Recently I read a self-serving post on LinkedIn from a company who promotes how “wonderful” Oracle is for having a public price list and how terrible it is that SAP and others do not. While it may be true that SAP does not publicly publish a price list there is one, it is regularly updated, and it is quite thorough.
The main complaint was that SAP lacks “transparency,” whatever that means. There was no mention in the post about how Oracle sales tactics include virtually giving their software away and then after a company finally gets stable they hammer them with massively increasing maintenance fees and costs. Think about that, once you become dependent they more than make up for the software license with the forced maintenance march. That really makes their price list completely worthless. My response about SAP’s lack of “transparency” was:
On this point I completely disagree. It is not that SAP does not have transparency, it is that their solution and license portfolio, as well as dependencies reflect their size. Unfortunately it does make it complex.
So, I will absolutely guarantee you that if you do NOT have deep SAP application experience you will be completely baffled. Not because anyone is trying to trick anyone, but because the solution portfolio and its capabilities are huge.
SAP is like an “erector set” both in how you set up the various applications to meet business needs AND how you deal with multiple application integration issues to address a particular need.
Just concluded an SAP software licensing negotiation. Significant solution portfolio, significant application landscape, typical fragmented multi-national who grew by M&A. If you do not know the SAP landscape you will become completely LOST in their price list and in understanding the solutions. You almost need to be a solution architect to really be able to help customers navigate the solution footprint.
I can absolutely guarantee you that if you do not have deep SAP solution exposure you WILL be lost. However that is NOT a function of some nefarious scheme to hide pricing.
I reviewed a recent copy of SAP’s price list I have from January 2012 and found there are roughly 18 spreadsheet type pages, with a little over 50 price list entries on each page, for around 900 total entries.
One Reason Why SAP Doesn’t Publicly Publish Their Price List
I have heard from some SAP insiders that one reason for not publishing their price list is the sheer amount of confusion it would create. Solution architecture can be difficult enough –, even as an SAP veteran since 1994, with a deep and diverse SAP background, the substantial size of the SAP solution portfolio can be overwhelming. Then combine that with the dependencies or requirements for each solution and you have a recipe for more confusion rather than clarity by publishing a large price list. Then you have the “sales model” of “give it away” and make it up by crushing dependent customers after they finally stabilize. Add to this the natural tendency of competitors to seize on any single item and deliberately take it out of context to “land a deal” and it is understandable why SAP doesn’t publish their price lists publicly.
Where To Get SAP Licensing and Pricing Information
Probably as a result of the licensing confusion SAP publishes a public license guide and has a price list which is also available. Both of them are designed to help clarify licensing with SAP products and solutions. Keep in mind that between the “introduction” guide and the actual price list document we are approaching 200 pages (Into Guide about 40 pages, full price list around 140+).
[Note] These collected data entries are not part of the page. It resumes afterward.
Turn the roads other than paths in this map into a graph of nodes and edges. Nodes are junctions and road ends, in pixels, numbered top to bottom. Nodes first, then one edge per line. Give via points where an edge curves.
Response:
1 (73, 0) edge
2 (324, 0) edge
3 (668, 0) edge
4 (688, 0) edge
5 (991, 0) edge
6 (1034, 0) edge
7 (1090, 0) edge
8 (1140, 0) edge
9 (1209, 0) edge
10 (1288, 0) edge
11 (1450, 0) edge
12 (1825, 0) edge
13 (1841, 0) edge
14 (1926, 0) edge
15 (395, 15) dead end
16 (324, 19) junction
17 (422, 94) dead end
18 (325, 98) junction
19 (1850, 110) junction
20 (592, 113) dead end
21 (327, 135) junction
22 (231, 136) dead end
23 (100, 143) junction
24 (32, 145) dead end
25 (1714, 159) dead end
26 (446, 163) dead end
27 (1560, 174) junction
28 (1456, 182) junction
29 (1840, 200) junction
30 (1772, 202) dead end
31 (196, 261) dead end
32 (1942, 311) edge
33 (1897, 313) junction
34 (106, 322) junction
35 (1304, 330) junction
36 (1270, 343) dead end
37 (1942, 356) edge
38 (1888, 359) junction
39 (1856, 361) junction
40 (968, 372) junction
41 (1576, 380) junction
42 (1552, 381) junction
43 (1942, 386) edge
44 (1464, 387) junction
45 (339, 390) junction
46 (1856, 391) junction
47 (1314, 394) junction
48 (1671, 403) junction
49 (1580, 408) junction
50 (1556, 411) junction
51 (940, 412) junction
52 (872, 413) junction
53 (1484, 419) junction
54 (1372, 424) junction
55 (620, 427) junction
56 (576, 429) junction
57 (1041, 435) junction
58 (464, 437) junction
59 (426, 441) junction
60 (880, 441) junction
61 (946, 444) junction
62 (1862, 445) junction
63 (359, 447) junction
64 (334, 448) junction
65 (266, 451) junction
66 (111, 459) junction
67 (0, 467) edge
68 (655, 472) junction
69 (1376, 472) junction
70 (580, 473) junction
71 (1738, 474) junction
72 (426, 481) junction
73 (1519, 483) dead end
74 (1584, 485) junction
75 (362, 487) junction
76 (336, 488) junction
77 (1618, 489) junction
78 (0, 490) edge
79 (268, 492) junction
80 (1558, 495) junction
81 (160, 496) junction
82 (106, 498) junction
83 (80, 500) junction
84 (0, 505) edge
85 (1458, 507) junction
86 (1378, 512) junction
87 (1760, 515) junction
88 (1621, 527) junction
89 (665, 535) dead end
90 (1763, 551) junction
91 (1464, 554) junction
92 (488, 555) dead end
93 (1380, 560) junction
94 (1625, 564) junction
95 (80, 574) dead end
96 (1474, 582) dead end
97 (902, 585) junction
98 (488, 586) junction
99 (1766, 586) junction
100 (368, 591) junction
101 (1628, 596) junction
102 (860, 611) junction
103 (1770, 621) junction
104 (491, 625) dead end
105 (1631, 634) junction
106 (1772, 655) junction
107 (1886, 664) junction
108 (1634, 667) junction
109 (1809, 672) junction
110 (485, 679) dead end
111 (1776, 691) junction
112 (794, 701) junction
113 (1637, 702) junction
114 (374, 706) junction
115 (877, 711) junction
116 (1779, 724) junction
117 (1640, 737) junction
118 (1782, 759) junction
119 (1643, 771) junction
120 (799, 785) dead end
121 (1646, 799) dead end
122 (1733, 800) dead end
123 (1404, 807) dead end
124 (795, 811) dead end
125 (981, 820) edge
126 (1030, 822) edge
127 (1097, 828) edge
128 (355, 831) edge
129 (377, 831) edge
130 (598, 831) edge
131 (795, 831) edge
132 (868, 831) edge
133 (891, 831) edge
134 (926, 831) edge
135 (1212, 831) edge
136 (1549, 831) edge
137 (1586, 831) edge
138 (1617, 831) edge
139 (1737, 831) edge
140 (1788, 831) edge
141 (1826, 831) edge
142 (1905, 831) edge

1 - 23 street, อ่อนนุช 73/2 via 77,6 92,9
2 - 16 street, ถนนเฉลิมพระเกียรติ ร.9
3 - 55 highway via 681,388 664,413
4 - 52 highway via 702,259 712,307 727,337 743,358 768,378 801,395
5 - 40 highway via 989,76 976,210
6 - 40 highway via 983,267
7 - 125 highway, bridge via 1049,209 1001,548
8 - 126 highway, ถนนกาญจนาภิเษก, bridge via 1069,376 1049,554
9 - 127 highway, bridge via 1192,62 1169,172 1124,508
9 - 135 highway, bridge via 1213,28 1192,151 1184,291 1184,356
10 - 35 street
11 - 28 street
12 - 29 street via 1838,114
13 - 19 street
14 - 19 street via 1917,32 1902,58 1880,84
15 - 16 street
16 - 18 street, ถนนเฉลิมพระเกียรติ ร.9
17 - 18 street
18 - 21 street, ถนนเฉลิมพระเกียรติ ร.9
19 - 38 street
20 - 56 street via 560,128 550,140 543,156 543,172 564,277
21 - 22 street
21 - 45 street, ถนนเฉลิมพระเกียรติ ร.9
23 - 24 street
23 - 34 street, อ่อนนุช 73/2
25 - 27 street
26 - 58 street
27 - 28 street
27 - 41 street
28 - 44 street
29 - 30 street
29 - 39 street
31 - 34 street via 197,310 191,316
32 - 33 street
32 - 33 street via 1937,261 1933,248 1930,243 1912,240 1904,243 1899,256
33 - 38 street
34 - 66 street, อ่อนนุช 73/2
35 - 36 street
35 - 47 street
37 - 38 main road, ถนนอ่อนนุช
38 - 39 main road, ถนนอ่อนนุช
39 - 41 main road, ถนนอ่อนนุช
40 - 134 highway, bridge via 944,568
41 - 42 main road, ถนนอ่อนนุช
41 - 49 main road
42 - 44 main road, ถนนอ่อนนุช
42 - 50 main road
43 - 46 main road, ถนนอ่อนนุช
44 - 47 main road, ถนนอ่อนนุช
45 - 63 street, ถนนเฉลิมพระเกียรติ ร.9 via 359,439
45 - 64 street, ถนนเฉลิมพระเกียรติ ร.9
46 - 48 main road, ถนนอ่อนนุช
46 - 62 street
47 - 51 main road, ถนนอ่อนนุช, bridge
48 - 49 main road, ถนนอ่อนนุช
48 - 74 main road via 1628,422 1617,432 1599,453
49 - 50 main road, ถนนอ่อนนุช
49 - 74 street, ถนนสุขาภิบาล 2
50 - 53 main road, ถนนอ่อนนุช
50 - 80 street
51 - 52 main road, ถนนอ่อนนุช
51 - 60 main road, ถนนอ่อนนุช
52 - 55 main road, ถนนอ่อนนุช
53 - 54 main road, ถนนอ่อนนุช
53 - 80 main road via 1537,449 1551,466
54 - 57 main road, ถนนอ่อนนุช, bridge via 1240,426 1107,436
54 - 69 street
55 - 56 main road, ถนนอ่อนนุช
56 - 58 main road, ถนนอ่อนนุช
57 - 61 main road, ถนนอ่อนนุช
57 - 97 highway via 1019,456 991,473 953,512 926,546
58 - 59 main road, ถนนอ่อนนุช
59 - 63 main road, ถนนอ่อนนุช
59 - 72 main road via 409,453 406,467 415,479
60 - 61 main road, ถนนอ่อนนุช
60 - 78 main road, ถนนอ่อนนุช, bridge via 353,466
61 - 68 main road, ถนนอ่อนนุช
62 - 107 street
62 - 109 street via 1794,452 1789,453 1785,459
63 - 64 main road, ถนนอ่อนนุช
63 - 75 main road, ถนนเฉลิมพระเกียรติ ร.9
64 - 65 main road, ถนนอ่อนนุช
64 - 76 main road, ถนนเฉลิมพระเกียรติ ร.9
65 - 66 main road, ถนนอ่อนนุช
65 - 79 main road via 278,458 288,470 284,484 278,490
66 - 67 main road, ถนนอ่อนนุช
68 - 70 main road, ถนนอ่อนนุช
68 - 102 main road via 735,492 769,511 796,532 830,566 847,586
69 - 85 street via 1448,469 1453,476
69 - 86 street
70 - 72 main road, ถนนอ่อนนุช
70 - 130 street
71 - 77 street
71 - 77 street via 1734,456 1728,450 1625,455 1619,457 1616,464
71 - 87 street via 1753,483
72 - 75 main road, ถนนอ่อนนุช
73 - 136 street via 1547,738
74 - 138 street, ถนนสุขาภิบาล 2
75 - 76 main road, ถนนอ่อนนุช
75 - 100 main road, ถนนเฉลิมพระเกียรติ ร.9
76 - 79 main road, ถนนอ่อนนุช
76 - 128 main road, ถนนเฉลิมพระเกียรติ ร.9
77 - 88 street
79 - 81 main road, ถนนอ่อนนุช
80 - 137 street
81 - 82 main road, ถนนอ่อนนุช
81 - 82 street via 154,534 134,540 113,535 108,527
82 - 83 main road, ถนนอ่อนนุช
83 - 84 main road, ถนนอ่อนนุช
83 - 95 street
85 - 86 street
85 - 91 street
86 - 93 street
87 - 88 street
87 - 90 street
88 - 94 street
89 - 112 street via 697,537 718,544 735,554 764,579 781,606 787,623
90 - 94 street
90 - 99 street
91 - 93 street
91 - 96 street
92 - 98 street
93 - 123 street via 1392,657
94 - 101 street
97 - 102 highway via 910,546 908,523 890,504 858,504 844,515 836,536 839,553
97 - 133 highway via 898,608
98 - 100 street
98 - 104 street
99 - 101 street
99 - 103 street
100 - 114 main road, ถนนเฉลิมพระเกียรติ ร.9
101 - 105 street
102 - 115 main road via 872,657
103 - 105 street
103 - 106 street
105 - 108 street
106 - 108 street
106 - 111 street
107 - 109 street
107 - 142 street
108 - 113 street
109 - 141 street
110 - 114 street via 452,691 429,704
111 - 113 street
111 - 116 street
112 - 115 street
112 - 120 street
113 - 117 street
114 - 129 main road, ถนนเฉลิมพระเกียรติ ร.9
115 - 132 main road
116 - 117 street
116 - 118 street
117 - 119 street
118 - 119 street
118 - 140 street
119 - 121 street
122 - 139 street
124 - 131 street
The introductory guide helps customers understand the SAP licensing approach and options. It is freely available and I have included a recent version on my site here:
- SAP Licensing Guide – Licensing SAP Products: A Guide for Buyers (Understanding How to License SAP Software).
While this license guide provides you the key principles you need to understand there is also an actual, detailed price list as well. That price list includes roughly 120 pages of explanations and examples for licensing the various specific SAP products, and then another 20 pages of the roughly 900 price list items. THAT guide should be obtained through your SAP sales rep. I can assure you that they will generally provide this if you ask.
Out of respect for SAP’s decision not to openly publish their price list to the public I will not place any versions of their price list online. However if you are a customer and are confused with the price list I will be happy to walk you through it if you contact me.
Good luck on your SAP journey!
Contact me today through our site contact form ( http://www.r3now.com/contact ), phone, or e-mail.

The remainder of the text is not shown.